Tiago s'attaqua à la corde. Il n'avait jamais été très fort à ce jeu, il admirait beaucoup son frère qui y grimpait avec facilité. Pourquoi ce genre d'épreuves lui tombaient elles dessus ? Même avec toute sa bonne volonté, Tiago fut incapable de franchir les quatre mètres qui le séparaient de la passerelle. Il essaya de sauter, mais à son atterrissage l'ascenseur perdit quelques centimètres de hauteur, il ne réessaya donc pas.
— Mais quelle merde ce truc !
Tiago se retourna, personne. Pourtant il n'avait pas rêvé, il avait bien entendu une voix. La même voix que lors du premier test, la même voix qui l'avait aidé, puis qui s'était moqué... Qui était cette mystérieuse personne ?
— Stoooooooooop ! Je te dis de t'arrêter abruti !
Tiago qui n'avait pas bougé, ne comprenait pas ce qui se passait.
— Hé ho ! Il y a quelqu'un ? Excusez-moi ? Qui êtes-vous ?
Il n'eut aucune réponse. Puis cinq minutes plus tard :
— Imbécile ! Idiot ! Abrutit ! Crétin ! Tu vas marcher foutu ascenseur ? J'ai déjà testé tous les boutons ça ne fonctionne pas, mais je vais en venir à bout ! Je te promets saloperie que je vais réussir à te faire fonctionner maudit truc de merde !
En entendant cela, Tiago fini par comprendre. La personne en question n'était personne d'autre que ... son frère ! Seulement lui était capable de dire autant de gros mot contre une simple machine.
—*Bon je me calme, je vais tester tous les boutons dans l'ordre de la plaquette, peut-être qu'il suffit de réaliser le numéro de série de l'ascenseur avec les différents voyants pour que celui-ci se mette en marche !*
Tiago hallucina, son frère était un génie, il n'aurait jamais eu cette idée. Il devait être à la hauteur lui aussi, il reprit la corde dans ses mains et commença par faire un gros nœud au bas de celle-ci, puis il en fit un le plus haut possible. Ainsi peut-être il parviendrait plus facilement à la passerelle.

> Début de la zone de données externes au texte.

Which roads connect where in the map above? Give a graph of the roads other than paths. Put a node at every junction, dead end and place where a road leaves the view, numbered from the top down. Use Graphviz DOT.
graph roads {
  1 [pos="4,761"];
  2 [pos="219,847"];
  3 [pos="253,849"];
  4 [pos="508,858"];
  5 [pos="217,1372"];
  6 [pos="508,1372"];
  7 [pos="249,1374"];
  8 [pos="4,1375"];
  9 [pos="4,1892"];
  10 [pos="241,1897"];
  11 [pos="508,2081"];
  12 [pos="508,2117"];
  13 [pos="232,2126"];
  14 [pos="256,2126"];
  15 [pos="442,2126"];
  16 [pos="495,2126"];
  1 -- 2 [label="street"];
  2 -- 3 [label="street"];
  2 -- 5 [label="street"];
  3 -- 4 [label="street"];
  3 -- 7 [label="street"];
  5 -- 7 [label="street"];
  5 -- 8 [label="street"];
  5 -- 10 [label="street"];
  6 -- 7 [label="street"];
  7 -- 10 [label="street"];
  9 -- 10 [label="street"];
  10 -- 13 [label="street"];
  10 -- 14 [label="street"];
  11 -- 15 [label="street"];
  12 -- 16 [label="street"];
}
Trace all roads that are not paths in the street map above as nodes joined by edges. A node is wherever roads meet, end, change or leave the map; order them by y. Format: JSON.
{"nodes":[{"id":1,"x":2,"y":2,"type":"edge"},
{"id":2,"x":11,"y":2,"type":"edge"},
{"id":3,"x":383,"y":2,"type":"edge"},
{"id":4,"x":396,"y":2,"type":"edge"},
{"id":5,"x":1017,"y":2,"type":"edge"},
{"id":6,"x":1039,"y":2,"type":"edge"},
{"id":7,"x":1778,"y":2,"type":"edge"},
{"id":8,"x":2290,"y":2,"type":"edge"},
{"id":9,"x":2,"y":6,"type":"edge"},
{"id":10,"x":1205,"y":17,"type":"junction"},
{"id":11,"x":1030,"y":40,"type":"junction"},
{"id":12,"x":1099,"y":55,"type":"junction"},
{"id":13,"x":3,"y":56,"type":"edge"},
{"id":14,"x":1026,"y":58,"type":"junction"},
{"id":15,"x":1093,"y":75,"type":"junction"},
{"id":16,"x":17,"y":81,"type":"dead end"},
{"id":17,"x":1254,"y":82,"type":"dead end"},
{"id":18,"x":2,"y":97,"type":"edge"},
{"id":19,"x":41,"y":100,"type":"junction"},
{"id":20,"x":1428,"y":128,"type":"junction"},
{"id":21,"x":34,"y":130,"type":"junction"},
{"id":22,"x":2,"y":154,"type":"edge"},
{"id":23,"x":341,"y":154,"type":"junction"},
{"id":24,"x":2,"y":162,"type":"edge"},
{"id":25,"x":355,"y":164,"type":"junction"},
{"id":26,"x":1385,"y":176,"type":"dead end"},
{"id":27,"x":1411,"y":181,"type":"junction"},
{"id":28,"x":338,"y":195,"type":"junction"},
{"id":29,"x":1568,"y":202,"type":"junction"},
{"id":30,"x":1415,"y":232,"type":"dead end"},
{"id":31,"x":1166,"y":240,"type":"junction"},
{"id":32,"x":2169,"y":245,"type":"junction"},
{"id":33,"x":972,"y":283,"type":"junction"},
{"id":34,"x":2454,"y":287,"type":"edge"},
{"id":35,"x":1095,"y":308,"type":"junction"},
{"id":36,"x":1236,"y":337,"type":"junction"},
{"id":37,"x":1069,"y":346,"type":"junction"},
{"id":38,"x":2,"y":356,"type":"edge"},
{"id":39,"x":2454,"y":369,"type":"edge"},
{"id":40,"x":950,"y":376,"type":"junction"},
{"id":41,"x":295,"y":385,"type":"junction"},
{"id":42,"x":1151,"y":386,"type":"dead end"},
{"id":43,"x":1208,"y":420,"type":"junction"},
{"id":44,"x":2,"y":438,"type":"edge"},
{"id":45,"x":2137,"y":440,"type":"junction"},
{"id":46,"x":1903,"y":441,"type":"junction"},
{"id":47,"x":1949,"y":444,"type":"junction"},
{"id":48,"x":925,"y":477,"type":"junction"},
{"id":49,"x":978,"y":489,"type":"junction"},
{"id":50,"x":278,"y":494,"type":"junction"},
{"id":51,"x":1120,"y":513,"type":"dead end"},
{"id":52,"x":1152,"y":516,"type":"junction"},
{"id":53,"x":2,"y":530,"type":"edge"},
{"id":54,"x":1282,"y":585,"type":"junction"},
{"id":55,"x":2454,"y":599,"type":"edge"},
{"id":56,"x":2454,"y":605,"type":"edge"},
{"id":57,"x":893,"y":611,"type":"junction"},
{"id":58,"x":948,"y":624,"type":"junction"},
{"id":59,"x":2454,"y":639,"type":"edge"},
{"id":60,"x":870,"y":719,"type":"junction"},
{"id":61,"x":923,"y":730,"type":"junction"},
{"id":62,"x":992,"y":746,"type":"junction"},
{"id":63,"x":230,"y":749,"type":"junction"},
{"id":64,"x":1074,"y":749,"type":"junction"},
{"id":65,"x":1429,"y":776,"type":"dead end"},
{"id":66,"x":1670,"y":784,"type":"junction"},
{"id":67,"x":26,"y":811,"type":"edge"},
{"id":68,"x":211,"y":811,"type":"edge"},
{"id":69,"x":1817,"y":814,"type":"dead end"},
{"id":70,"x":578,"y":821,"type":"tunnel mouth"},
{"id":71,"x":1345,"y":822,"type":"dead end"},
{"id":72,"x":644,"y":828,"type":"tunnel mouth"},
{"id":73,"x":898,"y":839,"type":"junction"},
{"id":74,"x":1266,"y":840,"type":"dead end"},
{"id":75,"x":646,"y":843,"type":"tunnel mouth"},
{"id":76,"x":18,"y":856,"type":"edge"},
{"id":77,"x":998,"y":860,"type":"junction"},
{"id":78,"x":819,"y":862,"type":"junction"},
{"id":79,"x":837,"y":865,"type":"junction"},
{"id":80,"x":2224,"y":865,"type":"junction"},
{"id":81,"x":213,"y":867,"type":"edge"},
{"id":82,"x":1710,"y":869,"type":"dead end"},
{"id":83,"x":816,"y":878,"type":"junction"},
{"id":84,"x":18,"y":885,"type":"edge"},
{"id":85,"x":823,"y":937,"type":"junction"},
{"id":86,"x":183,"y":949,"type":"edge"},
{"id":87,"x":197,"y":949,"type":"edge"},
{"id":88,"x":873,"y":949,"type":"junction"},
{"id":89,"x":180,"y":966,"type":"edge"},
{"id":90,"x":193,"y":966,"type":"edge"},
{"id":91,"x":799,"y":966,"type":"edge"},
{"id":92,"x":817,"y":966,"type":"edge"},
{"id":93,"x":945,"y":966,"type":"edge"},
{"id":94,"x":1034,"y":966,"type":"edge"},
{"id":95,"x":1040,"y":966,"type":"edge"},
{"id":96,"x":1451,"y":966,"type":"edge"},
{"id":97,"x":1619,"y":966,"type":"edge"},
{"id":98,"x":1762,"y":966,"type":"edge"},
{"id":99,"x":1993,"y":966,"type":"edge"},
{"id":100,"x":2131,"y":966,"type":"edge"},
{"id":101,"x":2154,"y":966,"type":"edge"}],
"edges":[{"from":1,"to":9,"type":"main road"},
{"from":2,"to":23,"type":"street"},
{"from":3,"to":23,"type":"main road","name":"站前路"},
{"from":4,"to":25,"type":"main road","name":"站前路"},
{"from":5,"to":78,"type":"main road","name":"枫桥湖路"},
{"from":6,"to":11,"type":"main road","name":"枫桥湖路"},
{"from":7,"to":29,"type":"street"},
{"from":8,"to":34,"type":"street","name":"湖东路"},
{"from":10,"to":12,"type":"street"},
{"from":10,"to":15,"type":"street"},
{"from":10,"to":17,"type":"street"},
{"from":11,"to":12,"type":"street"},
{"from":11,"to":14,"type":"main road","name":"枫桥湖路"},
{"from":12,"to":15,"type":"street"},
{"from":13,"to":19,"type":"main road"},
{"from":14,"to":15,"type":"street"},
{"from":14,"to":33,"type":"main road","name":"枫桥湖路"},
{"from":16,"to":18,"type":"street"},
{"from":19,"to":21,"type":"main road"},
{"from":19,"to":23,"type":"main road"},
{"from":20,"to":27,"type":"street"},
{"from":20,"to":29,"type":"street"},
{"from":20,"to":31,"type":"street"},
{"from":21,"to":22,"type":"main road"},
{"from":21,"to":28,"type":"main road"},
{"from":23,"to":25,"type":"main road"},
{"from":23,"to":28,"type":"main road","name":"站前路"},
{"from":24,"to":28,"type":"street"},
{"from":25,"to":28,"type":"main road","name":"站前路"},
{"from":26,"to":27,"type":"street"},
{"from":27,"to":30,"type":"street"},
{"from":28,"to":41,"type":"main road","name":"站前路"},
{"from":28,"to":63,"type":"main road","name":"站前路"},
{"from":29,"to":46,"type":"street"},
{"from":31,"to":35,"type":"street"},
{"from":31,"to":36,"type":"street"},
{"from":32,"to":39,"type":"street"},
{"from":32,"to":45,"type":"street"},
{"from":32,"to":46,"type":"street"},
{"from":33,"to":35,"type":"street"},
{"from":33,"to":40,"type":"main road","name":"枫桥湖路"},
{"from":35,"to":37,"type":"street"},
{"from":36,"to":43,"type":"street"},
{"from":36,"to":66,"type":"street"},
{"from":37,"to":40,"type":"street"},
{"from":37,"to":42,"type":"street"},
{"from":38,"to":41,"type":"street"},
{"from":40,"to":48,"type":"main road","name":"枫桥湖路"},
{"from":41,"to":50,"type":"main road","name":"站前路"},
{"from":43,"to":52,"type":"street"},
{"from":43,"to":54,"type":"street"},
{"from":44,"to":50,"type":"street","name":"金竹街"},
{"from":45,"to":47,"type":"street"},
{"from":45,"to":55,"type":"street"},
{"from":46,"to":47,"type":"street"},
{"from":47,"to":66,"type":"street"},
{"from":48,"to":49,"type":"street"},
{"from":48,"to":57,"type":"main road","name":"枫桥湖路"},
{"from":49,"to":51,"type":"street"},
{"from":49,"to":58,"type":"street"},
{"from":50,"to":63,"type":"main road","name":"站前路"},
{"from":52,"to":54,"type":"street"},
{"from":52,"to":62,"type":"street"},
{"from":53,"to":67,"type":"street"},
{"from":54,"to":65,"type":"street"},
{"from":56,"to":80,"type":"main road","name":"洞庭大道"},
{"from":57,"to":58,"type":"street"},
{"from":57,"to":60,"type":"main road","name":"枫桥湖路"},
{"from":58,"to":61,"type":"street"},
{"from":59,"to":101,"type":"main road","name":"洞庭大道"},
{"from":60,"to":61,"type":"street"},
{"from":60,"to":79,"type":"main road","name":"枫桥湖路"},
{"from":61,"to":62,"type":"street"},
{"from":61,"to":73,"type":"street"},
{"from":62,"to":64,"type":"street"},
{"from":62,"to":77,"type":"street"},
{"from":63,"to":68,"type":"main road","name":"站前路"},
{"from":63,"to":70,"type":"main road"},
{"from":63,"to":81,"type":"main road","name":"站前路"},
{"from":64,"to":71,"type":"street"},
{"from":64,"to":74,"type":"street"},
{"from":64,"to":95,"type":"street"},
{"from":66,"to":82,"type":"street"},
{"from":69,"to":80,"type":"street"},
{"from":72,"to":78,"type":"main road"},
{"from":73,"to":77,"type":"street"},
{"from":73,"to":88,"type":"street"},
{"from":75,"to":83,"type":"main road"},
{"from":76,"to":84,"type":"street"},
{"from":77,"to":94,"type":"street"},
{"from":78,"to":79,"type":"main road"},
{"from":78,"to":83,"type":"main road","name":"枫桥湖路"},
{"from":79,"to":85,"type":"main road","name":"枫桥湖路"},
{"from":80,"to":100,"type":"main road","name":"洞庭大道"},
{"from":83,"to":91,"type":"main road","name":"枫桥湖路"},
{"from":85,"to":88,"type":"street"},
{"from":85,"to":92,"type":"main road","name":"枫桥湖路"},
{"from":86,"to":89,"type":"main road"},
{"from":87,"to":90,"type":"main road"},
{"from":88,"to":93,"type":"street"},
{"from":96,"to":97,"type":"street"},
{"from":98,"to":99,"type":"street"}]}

—*8 7 5 9 6 4 2 3 3 6 4 8... et dernier bouton... attention heure de vérité...5*
Tiago qui venait de monter sur le premier nœud vit la corde s'élever vers la passerelle. Un mécanisme permettait de la faire monter doucement. Il se félicita d'avoir fait un assez gros nœud pour pouvoir tenir sans trop de difficultés. La montée de la corde avait-elle un lien avec le code que venait de réaliser Eliott ? Il ne pouvait pas en être certain mais quelque chose lui disait que tout cela était lié.
—*Maudit truc, j'abandonnerais pas si c'est ce que tu crois ! Même si tu descends ! J'ai réussi à te faire descendre, je vais bien réussir à te faire monter !*
Tiago en était désormais persuadé : la montée de la corde était directement lié à Eliott et la descente de sa "machine". Une fois arrivé sur la passerelle, Tiago découvrit un clavier à neuf touches avec de gros numéro représenté dessus. Il était persuadé que le code était le même que celui d'Eliott mais il n'arrivait pas à s'en souvenir !
—*Mais tu vas marcher oui ? Pourquoi maintenant quand j'appuie sur les voyants plus aucune lumière ne s'allume ? J'ai peut-être quand même fait une bêtise ? *
Tiago perçu de la peur dans la voix de son frère. Il essaya de communiquer avec lui, il pensa très fort à ce qu'il voulait lui dire et ferma les yeux. Aucun résultat. Il réessaya en disant sa phrase à voix haute. Aucun résultat.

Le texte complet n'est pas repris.